I would've totally missed this one, but of course Schmidt spent a lot of time fiddling with the images and would've spotted small details: "Bullets" of gas moving through the nebula. Discovered in 1983, deep ALMA observations shows that these are the ends of long filaments of gas being shot out of a small clot of dense gas called the Orion Molecular Cloud, located to the upper right of the Trapezium.

Deep in the middle of that cloud are massive stars interacting with each other, and it's thought that these stars still have disks of material around them. When the stars swung by each other closely, that material was ejected, hard, by the vast forces wielded. A hundred such streamers all point back to the site of the event, with material moving outward at speeds of 150 kilometers per second. At the ends the gas around them gets heated, and that's why they can be seen in this image.

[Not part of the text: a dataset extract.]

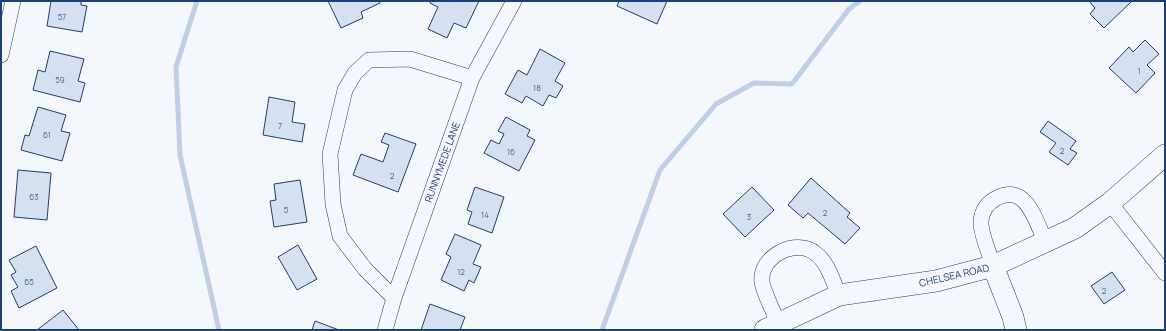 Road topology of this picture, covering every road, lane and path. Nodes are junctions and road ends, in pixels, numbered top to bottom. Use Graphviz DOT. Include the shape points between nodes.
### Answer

Hundreds of thousands of times farther away, a spiral galaxy peeks out of the gas and dust in the Orion Nebula. Credit: NASA/ESA/Massimo Robberto/Judy Schmidt

Check that out! A galaxy! I would not have expected to see this in a shot of the nebula. The gas and dust are so thick there that I'd think any background objects would be totally blocked, but to the very upper right this spiral galaxy peeks through an area of thinner material. It's faint and small, but if the nebula weren't there I imagine this would be a well-known object to astronomers.

Obviously, there's a lot more to see in the image. Go take a look! What other cosmic treasures can you find?